• _What you should do_
Nothing before the line containing "Please list the" should appear; please restate that line and every later line word for word through the end of the listing.

• _Material for this task_

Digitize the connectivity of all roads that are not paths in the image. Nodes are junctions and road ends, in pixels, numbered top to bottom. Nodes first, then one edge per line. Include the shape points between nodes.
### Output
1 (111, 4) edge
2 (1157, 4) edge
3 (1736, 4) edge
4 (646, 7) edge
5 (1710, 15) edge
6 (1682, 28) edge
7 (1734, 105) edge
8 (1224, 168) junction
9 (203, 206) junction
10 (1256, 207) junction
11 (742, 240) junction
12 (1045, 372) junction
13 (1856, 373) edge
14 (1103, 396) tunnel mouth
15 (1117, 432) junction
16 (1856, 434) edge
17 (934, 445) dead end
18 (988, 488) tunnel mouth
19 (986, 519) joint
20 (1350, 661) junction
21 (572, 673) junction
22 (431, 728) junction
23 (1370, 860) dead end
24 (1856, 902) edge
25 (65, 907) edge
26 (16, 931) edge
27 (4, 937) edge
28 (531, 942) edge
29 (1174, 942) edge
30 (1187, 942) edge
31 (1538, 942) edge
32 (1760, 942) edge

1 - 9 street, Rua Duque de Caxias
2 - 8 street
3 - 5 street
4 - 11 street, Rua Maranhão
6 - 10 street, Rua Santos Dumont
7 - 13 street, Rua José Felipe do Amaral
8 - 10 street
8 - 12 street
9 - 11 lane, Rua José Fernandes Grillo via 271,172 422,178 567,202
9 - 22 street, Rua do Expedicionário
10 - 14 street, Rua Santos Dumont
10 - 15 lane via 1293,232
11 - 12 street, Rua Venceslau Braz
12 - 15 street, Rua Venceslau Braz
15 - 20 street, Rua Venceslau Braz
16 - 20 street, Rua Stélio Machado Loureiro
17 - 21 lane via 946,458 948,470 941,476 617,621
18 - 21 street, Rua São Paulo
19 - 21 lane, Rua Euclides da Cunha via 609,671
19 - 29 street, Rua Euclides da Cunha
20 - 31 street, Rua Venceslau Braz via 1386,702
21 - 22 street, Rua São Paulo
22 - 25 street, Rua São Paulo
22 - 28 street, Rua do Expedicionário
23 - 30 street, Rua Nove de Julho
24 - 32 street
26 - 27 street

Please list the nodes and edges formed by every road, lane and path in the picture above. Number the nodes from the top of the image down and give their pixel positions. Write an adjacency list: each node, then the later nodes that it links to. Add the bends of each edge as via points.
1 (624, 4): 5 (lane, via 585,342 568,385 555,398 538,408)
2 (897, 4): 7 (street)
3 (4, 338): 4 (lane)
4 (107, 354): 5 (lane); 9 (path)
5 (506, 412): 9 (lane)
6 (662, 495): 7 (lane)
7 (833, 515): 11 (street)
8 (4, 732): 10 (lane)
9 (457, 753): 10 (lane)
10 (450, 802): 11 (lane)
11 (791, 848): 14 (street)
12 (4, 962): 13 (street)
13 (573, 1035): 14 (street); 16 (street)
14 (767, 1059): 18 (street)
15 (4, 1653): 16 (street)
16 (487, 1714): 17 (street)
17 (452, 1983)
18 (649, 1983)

• _Output for this exercise_
Please list the nodes and edges formed by every road, lane and path in the picture above. Number the nodes from the top of the image down and give their pixel positions. Write an adjacency list: each node, then the later nodes that it links to. Add the bends of each edge as via points.
1 (624, 4): 5 (lane, via 585,342 568,385 555,398 538,408)
2 (897, 4): 7 (street)
3 (4, 338): 4 (lane)
4 (107, 354): 5 (lane); 9 (path)
5 (506, 412): 9 (lane)
6 (662, 495): 7 (lane)
7 (833, 515): 11 (street)
8 (4, 732): 10 (lane)
9 (457, 753): 10 (lane)
10 (450, 802): 11 (lane)
11 (791, 848): 14 (street)
12 (4, 962): 13 (street)
13 (573, 1035): 14 (street); 16 (street)
14 (767, 1059): 18 (street)
15 (4, 1653): 16 (street)
16 (487, 1714): 17 (street)
17 (452, 1983)
18 (649, 1983)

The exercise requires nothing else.